> [Exercise aim]: Pull every line that includes the word "Lautaro" out of the data below and copy it.

> [Extracted records]:

┏━━

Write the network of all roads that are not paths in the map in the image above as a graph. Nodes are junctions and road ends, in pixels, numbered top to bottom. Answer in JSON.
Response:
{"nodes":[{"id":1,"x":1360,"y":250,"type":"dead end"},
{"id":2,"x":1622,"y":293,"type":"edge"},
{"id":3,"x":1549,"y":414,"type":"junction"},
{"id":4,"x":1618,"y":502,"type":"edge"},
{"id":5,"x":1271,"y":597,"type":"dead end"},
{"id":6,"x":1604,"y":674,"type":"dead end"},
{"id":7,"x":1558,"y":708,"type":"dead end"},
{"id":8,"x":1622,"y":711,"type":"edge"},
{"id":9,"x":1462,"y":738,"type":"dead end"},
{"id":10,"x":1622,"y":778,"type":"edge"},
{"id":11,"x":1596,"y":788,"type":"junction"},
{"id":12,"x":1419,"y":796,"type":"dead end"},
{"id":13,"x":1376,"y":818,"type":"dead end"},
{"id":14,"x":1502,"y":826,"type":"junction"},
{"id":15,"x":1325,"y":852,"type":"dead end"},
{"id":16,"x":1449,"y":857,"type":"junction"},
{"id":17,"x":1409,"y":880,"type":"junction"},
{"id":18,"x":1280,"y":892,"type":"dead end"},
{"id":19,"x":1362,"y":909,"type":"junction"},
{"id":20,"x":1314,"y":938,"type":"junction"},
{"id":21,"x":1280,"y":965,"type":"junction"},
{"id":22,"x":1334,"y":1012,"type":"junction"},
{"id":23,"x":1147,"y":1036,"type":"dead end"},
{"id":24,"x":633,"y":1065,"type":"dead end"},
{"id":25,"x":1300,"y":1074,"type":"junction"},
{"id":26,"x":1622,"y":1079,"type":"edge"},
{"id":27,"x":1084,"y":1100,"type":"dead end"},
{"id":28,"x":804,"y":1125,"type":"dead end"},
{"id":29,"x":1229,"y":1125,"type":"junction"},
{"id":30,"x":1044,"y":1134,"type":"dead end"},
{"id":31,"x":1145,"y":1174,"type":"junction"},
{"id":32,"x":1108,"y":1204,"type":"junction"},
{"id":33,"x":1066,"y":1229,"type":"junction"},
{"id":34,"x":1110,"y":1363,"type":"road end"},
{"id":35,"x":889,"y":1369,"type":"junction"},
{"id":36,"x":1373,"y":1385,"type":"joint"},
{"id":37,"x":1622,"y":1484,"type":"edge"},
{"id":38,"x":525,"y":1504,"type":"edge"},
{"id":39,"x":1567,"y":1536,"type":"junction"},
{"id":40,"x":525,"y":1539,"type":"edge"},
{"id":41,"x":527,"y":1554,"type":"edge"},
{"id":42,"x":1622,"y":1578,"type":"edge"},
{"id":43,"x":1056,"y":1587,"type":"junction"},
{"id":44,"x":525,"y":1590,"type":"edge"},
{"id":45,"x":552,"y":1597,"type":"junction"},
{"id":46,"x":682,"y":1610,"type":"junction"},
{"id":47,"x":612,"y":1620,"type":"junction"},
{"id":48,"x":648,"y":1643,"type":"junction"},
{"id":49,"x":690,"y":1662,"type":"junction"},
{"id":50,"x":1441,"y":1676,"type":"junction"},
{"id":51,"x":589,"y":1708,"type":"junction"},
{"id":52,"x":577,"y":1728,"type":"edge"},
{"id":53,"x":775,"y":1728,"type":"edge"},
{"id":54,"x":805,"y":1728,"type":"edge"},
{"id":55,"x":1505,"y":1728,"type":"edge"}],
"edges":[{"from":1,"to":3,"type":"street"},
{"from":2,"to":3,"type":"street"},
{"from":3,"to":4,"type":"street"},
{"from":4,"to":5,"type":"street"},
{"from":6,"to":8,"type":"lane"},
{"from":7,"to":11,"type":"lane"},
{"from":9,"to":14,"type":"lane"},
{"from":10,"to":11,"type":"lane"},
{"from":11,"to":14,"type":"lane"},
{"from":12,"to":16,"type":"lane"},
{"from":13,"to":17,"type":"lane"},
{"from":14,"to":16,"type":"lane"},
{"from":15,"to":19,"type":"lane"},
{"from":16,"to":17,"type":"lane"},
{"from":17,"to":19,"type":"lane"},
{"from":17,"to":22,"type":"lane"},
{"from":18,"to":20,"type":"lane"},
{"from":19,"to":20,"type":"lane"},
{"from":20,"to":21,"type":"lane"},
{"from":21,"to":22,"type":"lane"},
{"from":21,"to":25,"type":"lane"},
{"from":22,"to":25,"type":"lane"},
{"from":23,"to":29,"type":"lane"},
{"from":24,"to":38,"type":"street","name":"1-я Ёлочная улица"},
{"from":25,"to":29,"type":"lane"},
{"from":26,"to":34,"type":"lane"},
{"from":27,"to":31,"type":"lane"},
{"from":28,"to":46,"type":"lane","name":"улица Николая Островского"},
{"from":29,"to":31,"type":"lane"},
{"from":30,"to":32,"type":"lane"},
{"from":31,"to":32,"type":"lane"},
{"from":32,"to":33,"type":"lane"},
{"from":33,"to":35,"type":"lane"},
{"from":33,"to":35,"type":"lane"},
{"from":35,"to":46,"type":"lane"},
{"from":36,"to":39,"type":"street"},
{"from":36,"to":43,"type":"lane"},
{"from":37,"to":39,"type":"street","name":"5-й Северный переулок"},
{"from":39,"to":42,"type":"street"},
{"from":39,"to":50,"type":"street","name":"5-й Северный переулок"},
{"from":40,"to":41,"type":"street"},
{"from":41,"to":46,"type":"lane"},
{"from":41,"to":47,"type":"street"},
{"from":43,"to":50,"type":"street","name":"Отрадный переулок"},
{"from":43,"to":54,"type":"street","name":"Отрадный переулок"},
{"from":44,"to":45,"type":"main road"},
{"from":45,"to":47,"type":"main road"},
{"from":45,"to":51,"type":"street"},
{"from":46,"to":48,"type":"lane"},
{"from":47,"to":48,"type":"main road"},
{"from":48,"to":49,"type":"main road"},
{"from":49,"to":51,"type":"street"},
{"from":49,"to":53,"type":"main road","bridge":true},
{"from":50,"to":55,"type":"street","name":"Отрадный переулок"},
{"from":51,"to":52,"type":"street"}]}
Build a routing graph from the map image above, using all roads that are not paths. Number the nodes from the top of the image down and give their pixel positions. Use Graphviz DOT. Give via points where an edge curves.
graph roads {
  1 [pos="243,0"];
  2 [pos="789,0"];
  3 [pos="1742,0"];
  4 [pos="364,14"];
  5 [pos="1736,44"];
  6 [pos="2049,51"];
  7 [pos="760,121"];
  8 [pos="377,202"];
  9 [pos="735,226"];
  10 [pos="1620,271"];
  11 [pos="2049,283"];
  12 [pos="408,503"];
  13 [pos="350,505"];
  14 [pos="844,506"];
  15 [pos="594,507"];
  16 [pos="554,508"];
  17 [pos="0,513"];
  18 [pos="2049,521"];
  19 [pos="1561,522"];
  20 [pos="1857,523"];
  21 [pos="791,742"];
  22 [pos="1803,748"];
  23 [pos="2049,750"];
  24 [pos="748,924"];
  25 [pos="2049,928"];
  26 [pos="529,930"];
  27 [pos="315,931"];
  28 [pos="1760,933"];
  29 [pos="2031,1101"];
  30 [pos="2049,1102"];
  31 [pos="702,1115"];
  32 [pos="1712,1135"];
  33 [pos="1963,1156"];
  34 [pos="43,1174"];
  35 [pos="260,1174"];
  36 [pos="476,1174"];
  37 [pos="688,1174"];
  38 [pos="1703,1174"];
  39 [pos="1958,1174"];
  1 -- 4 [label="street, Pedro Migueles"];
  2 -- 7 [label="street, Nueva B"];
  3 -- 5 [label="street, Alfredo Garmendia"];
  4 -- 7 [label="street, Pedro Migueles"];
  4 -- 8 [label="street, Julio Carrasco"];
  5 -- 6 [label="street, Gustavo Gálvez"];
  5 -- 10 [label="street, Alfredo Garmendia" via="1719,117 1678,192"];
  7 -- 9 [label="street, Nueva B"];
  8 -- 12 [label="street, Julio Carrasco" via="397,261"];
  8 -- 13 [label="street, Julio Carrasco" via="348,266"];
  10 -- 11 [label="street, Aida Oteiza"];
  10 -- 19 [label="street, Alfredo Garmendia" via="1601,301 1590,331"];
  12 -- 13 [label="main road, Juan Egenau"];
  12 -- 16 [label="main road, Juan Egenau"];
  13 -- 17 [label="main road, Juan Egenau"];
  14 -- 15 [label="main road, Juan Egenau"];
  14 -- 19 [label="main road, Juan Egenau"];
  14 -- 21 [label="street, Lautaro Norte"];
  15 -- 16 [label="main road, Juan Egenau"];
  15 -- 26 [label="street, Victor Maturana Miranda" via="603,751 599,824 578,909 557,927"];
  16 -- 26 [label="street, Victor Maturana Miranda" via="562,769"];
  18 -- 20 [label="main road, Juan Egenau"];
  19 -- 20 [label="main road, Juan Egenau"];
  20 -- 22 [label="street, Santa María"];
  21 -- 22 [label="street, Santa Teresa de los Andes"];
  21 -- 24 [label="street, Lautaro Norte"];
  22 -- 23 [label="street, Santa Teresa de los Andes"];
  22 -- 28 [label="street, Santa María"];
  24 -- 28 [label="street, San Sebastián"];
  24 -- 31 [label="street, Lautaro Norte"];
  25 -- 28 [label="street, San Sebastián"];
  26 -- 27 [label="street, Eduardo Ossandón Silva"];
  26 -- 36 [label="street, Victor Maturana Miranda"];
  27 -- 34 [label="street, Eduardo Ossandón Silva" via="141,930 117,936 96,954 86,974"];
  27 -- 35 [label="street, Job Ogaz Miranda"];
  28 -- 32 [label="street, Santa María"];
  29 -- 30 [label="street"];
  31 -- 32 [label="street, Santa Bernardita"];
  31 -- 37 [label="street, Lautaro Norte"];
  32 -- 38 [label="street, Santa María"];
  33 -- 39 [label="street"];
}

┗━━

> [Task answer]:
  14 -- 21 [label="street, Lautaro Norte"];
  21 -- 24 [label="street, Lautaro Norte"];
  24 -- 31 [label="street, Lautaro Norte"];
  31 -- 37 [label="street, Lautaro Norte"];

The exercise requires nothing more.